Description of the task: Go through the records and copy each line where the word "Avenue" occurs.

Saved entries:
________________

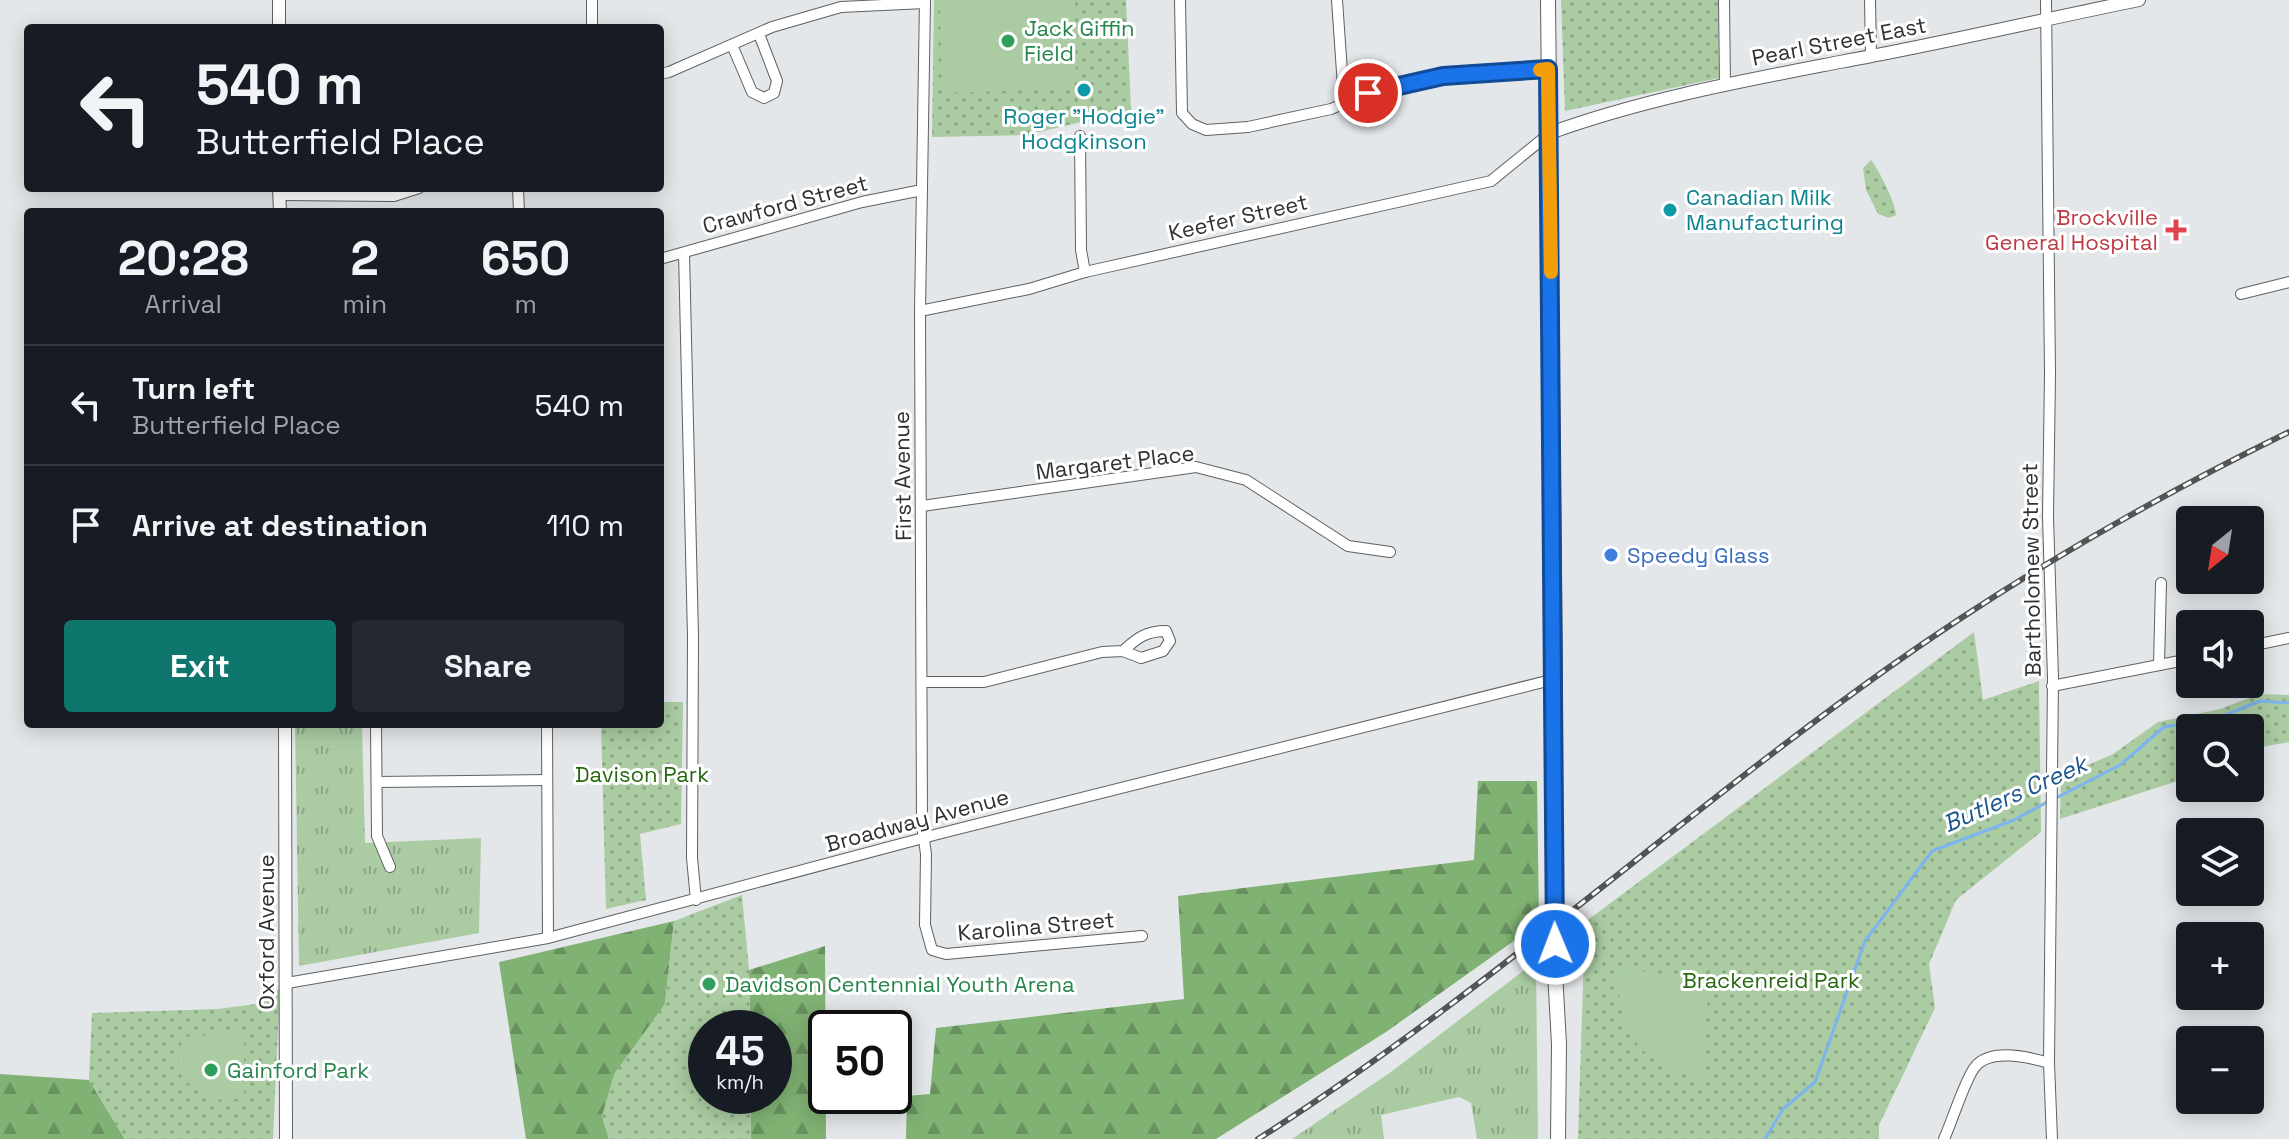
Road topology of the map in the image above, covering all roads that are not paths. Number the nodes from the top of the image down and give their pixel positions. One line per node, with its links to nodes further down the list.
1 (279, 0): 12 (street)
2 (592, 0): 13 (street)
3 (1180, 0): 20 (street)
4 (1337, 0): 20 (street)
5 (1548, 0): 17 (main road)
6 (1724, 0): 19 (street)
7 (1870, 0): 16 (street)
8 (2046, 0): 11 (street, Bartholomew Street)
9 (2139, 0): 11 (street, Pearl Street East)
10 (925, 1): 14 (street); 23 (street, First Avenue)
11 (2046, 19): 16 (street, Pearl Street East); 42 (street, Bartholomew Street)
12 (279, 24)
13 (592, 24)
14 (759, 34): 15 (street); 15 (street)
15 (732, 45): 18 (street)
16 (1871, 56): 19 (street, Pearl Street East)
17 (1548, 69): 20 (street); 21 (main road)
18 (664, 72)
19 (1725, 85): 21 (street, Pearl Street East)
20 (1344, 101)
21 (1550, 133): 28 (street, Keefer Street); 40 (main road)
22 (1080, 136): 28 (street)
23 (922, 190): 26 (street, Crawford Street); 31 (street, First Avenue)
24 (279, 192): 25 (street)
25 (406, 192)
26 (684, 253): 27 (street, Crawford Street); 50 (street)
27 (664, 258)
28 (1085, 272): 31 (street, Keefer Street)
29 (2289, 282): 30 (street)
30 (2241, 294)
31 (920, 311): 32 (street, First Avenue)
32 (922, 506): 33 (street, Margaret Place); 41 (street, First Avenue)
33 (1390, 552)
34 (2161, 583): 39 (street)
35 (2289, 638): 36 (street)
36 (2264, 643)
37 (1123, 651): 41 (street)
38 (2176, 662): 39 (street)
39 (2159, 665): 42 (street)
40 (1555, 679): 48 (street, Broadway Avenue); 57 (main road, bridge)
41 (924, 682): 48 (street, First Avenue)
42 (2052, 686): 55 (street, Bartholomew Street)
43 (285, 728): 54 (street, Oxford Avenue)
44 (376, 728): 47 (street)
45 (547, 728): 46 (street)
46 (547, 780): 47 (street); 52 (street)
47 (377, 782): 49 (street)
48 (923, 837): 50 (street, Broadway Avenue); 53 (street, First Avenue)
49 (390, 867)
50 (696, 900): 52 (street, Broadway Avenue)
51 (1142, 936): 53 (street, Karolina Street)
52 (548, 938): 54 (street, Broadway Avenue)
53 (933, 950)
54 (287, 983): 56 (street, Oxford Avenue)
55 (2049, 1063): 58 (street); 59 (street, Bartholomew Street)
56 (286, 1139)
57 (1558, 1139)
58 (1944, 1139)
59 (2052, 1139)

________________

Result of this task:
10 (925, 1): 14 (street); 23 (street, First Avenue)
23 (922, 190): 26 (street, Crawford Street); 31 (street, First Avenue)
31 (920, 311): 32 (street, First Avenue)
32 (922, 506): 33 (street, Margaret Place); 41 (street, First Avenue)
40 (1555, 679): 48 (street, Broadway Avenue); 57 (main road, bridge)
41 (924, 682): 48 (street, First Avenue)
43 (285, 728): 54 (street, Oxford Avenue)
48 (923, 837): 50 (street, Broadway Avenue); 53 (street, First Avenue)
50 (696, 900): 52 (street, Broadway Avenue)
52 (548, 938): 54 (street, Broadway Avenue)
54 (287, 983): 56 (street, Oxford Avenue)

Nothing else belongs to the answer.